# Trouble removing League Of Legends...



## sl4y4 (May 10, 2012)

Hey there, I just wanted to quickly create an account to ask for some assistance on something that has been annoying me for quite a while.

Basically a number of months ago I installed League Of Legends just to check it out, played it for about an hour and got bored, decided it wasn't my thing, and went to uninstall it.

When I go to the control panel to remove it, I'm greeted with this very strange site:










So yea, *** right?

Didn't think too much of it to begin with (rookie mistake) and removed it anyway, however upon returning to my desktop and wanting to play a game, I discovered absolutely *none* of my .exes were working, literally every program and game I have installed over the course of 3 years ceased to function, instead showing me the 'cannot fine .exe' blah blah.

Obviously I freaked out, but after a system restore to the day before everything was working fine again, and I haven't touched the LoL files again.

So after forgetting about it for a while, turns out I'm seriously running out of space on my HDD, and that is the culprit, an unnecessary and unwanted game.

I'm not entirely sure what to do, as I want to get rid of it due to it sucking up all my HDD space, but I'm not sure how to go about it without ruining every .exe on my system (something I'm still very confused about).

Little help?

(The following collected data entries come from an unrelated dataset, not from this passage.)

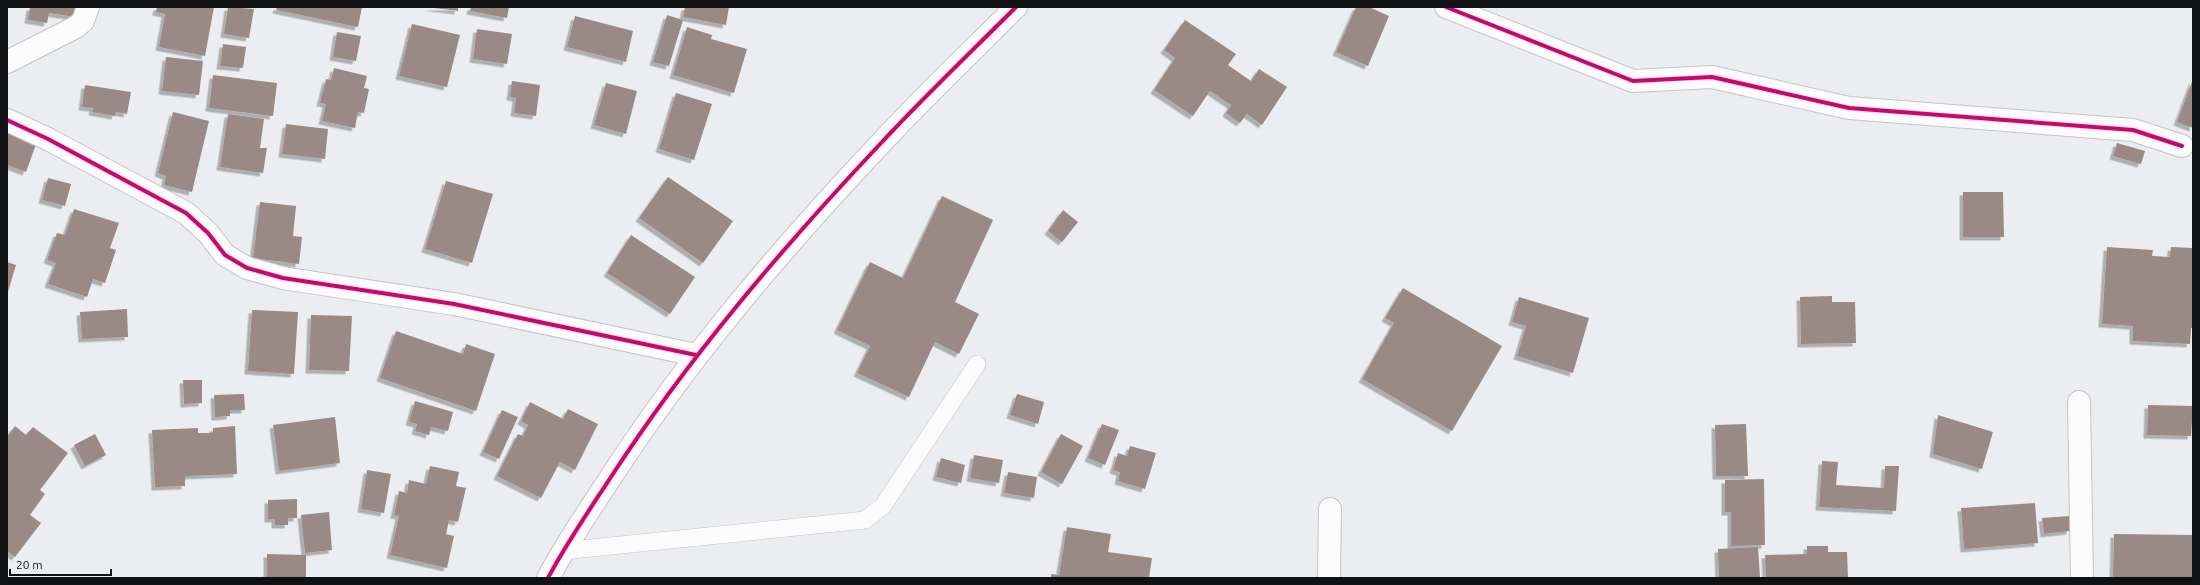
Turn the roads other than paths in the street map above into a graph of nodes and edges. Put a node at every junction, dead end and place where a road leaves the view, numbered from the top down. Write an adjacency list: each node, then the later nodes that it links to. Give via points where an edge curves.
1 (88, 7): 4 (street, via 83,21 76,28)
2 (1016, 7): 7 (street, via 882,141 767,270)
3 (1446, 7): 6 (street, via 1633,81 1712,77 1849,108 2134,130)
4 (7, 62)
5 (7, 120): 7 (street, via 48,139 186,213 208,233 225,255 247,268 283,278 454,304)
6 (2182, 146)
7 (696, 355): 11 (street, via 641,430)
8 (977, 364): 11 (lane, via 883,506 865,520)
9 (2079, 402): 14 (street)
10 (1330, 509): 13 (street)
11 (562, 551): 12 (street)
12 (548, 578)
13 (1329, 578)
14 (2082, 578)

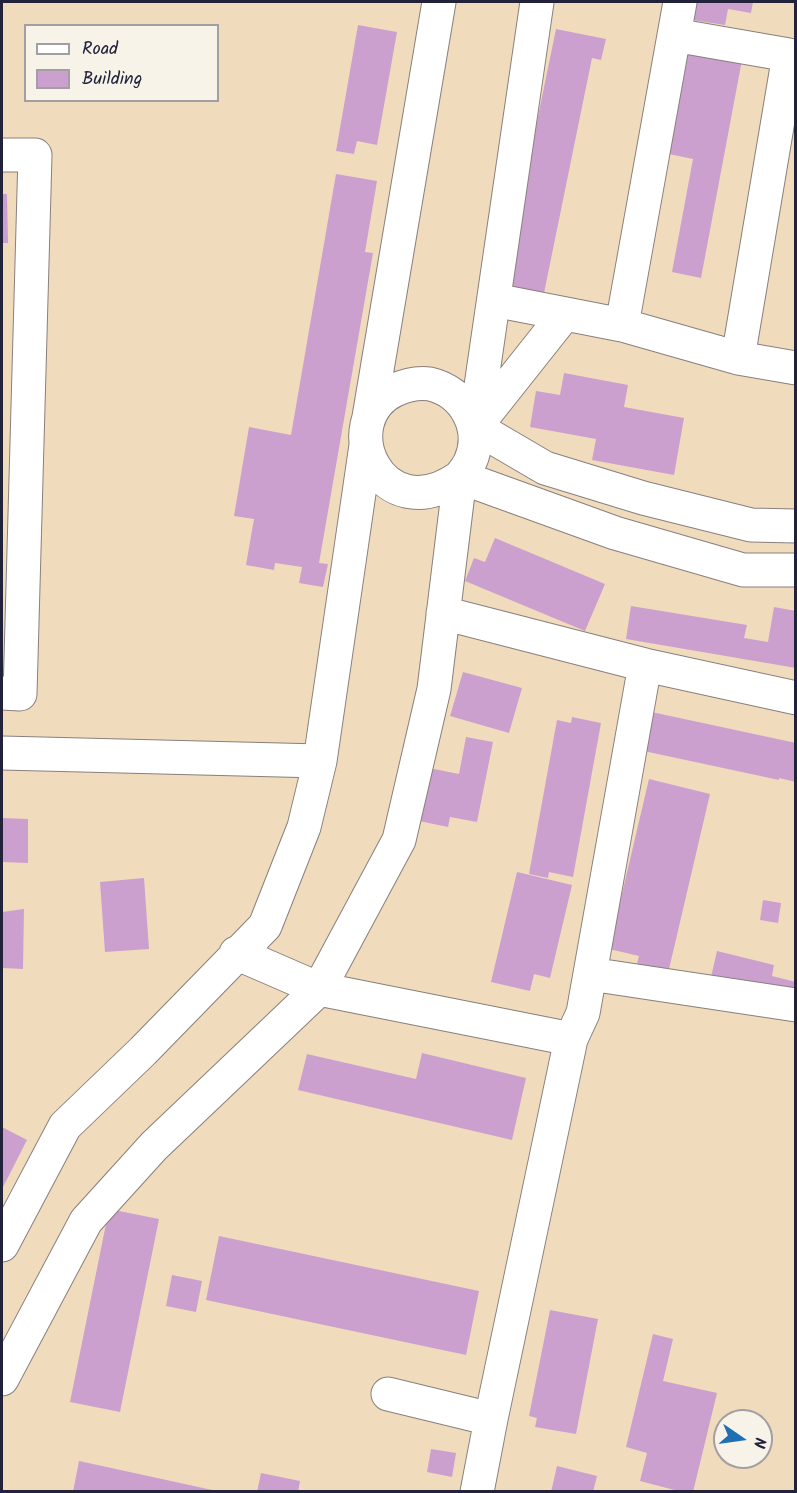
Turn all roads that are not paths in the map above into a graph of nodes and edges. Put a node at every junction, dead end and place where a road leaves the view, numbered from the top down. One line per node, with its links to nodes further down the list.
1 (439, 2): 12 (street)
2 (537, 2): 6 (street)
3 (680, 2): 4 (street)
4 (674, 35): 8 (street); 9 (street)
5 (2, 154): 18 (street)
6 (494, 300): 7 (street); 11 (street)
7 (564, 315): 8 (street); 11 (street)
8 (622, 325): 9 (street)
9 (738, 358): 10 (street)
10 (795, 368)
11 (475, 427): 12 (street); 13 (street); 14 (street)
12 (367, 434): 13 (street); 21 (street)
13 (460, 477): 15 (street); 16 (street)
14 (795, 526)
15 (795, 570)
16 (443, 613): 17 (street); 24 (street)
17 (645, 665): 19 (street); 23 (street)
18 (2, 693)
19 (795, 698)
20 (2, 753): 21 (street)
21 (320, 761): 22 (street)
22 (236, 953): 24 (street); 27 (street)
23 (590, 974): 25 (street); 26 (street)
24 (319, 989): 26 (street); 28 (street)
25 (795, 1005)
26 (571, 1039): 30 (street)
27 (2, 1245)
28 (2, 1378)
29 (388, 1394): 30 (street)
30 (490, 1419): 31 (street)
31 (477, 1491)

Any assistance would be greatly appreciated.


----------



## Flight Sim Guy (Dec 19, 2011)

Try using Revo:
Download Revo Uninstaller Freeware - Free and Full Download - Uninstall software, remove programs, solve uninstall problems


----------



## PoWn3d_0704 (Aug 17, 2009)

Wow, that is insane. I would start with a restore point NOW, just in case anything we ask you to do has some negative effects, as I doubt anyone has dealt with this.... unique problem yet.

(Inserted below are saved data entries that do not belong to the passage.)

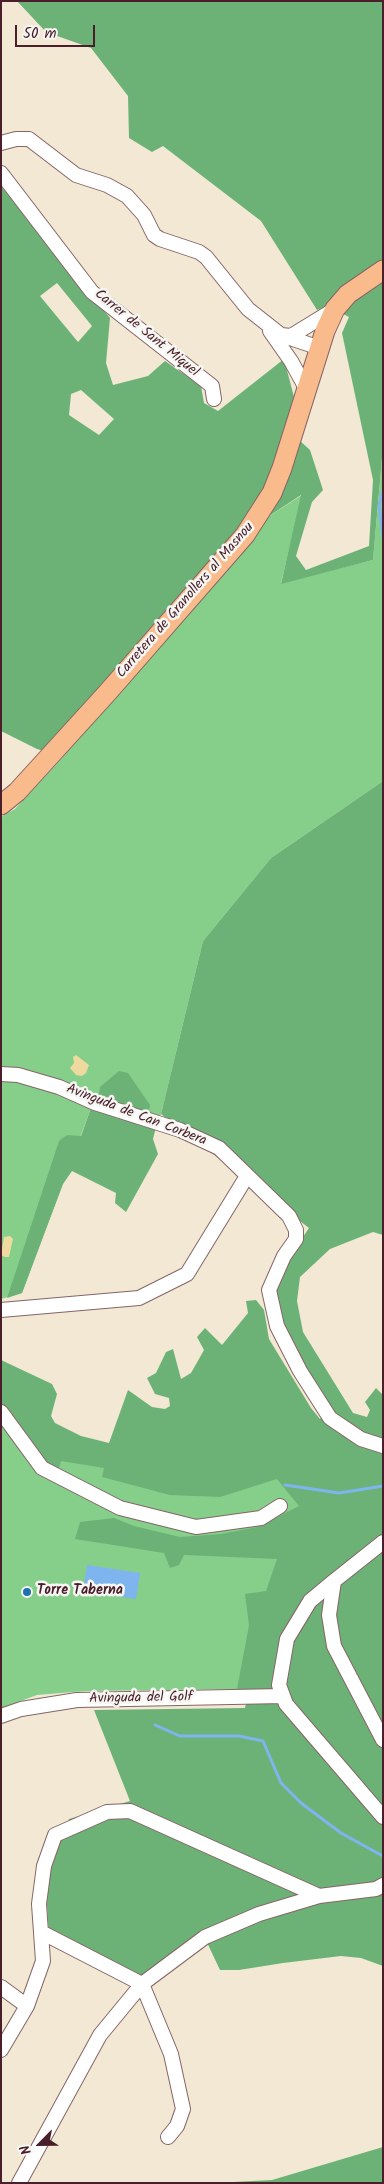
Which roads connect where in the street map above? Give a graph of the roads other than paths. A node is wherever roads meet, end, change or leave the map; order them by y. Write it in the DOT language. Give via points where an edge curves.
graph roads {
  1 [pos="1,143"];
  2 [pos="1,173"];
  3 [pos="383,270"];
  4 [pos="336,309"];
  5 [pos="265,324"];
  6 [pos="281,335"];
  7 [pos="312,347"];
  8 [pos="294,367"];
  9 [pos="306,390"];
  10 [pos="214,399"];
  11 [pos="1,805"];
  12 [pos="1,1074"];
  13 [pos="247,1176"];
  14 [pos="1,1310"];
  15 [pos="1,1412"];
  16 [pos="383,1446"];
  17 [pos="280,1506"];
  18 [pos="383,1542"];
  19 [pos="334,1581"];
  20 [pos="283,1696"];
  21 [pos="1,1716"];
  22 [pos="383,1740"];
  23 [pos="383,1818"];
  24 [pos="383,1885"];
  25 [pos="319,1896"];
  26 [pos="41,1932"];
  27 [pos="142,1984"];
  28 [pos="1,1987"];
  29 [pos="27,2006"];
  30 [pos="1,2050"];
  31 [pos="168,2137"];
  32 [pos="19,2183"];
  1 -- 5 [label="street" via="29,139 76,175 107,185 127,196 144,215 154,235 206,257 248,309"];
  2 -- 10 [label="street, Carrer de Sant Miquel" via="92,292 212,386"];
  3 -- 4 [label="main road, Carretera de Granollers al Masnou" via="348,294"];
  4 -- 6 [label="street" via="292,336"];
  4 -- 7 [label="main road, Carretera de Granollers al Masnou"];
  5 -- 6 [label="street"];
  5 -- 8 [label="street"];
  6 -- 7 [label="street"];
  7 -- 8 [label="street" via="295,354"];
  7 -- 9 [label="main road, Carretera de Granollers al Masnou"];
  8 -- 9 [label="street"];
  9 -- 11 [label="main road, Carretera de Granollers al Masnou" via="275,484 246,535 108,692 17,792"];
  12 -- 13 [label="street, Avinguda de Can Corbera" via="18,1075 56,1086 95,1103 180,1130 219,1148"];
  13 -- 14 [label="street" via="187,1274 139,1298"];
  13 -- 16 [label="street, Avinguda de Can Corbera" via="288,1216 296,1230 296,1239 284,1256 269,1290 277,1326 300,1371 330,1418 361,1439"];
  15 -- 17 [label="street" via="42,1468 120,1508 196,1527 260,1518"];
  18 -- 19 [label="street"];
  19 -- 20 [label="street" via="310,1601 286,1639 279,1685"];
  19 -- 22 [label="street" via="329,1615 334,1646"];
  20 -- 21 [label="street, Avinguda del Golf" via="77,1700"];
  20 -- 23 [label="street" via="286,1704"];
  24 -- 25 [label="street" via="376,1889"];
  25 -- 26 [label="street" via="130,1810 108,1812 55,1835 44,1866 39,1904"];
  25 -- 27 [label="street" via="259,1914 205,1937"];
  26 -- 27 [label="street"];
  26 -- 29 [label="street" via="43,1961"];
  27 -- 31 [label="street" via="171,2054 183,2109 177,2126"];
  27 -- 32 [label="street" via="100,2035"];
  28 -- 29 [label="street"];
  29 -- 30 [label="street"];
}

Go into Computer and find the actual folder that LoL is installed to... Is that folder a mean 188 Gigs? Is there a LoL uninstall there? Can you just flat out delete the LoL folder without negative results?


----------



## -WOLF- (Jan 17, 2009)

Have you tried using LoL's own uninstaller? Or simply tried going to the LoL folder and manually removing?


----------



## sl4y4 (May 10, 2012)

I uninstalled it using Revo and everything _seems _ to be okay at the moment, I'm just a bit wary.

Aha yea it is a bit odd, I'm normally quite capable of performing my own maintenance on my system, but this one still has me stumped. I couldn't find the LoL folder anywhere on my HDD even before I uninstalled it, weird.

I'll report back if anything goes awry, but hopefully it'll be okay.

Many thanks for the help, much appreciated fellas.


----------



## SkyStormKuja (Apr 6, 2012)

Strange how League of Legends could be that big...


----------



## Carpetfizz (Jul 5, 2011)

Is it just saying that it is 188GB in the Control Panel window, or is it actually eating up all that space in your HDD? After you create a restore point, I suggest reinstalling League of Legends, and uninstalling it with its built in uninstaller.


----------



## RockmasteR (Aug 10, 2007)

I'm against registry repairs but in this case it could help ins some sort

your problem could be that some of registry files are corrupted and windows won't recognize exe files so they could be there and not deleted

download Ccleaner and use it to clean the registry 
restart your PC
if that did not work I'm afraid you have to do a full PC format, remember to back up all your important files first


----------



## RockmasteR (Aug 10, 2007)

try this, someguy201 a friend of mine here suggested it


When you run an .exe file on a Windows XP, Windows Vista or Windows 7-based computer, the file may start a different program


----------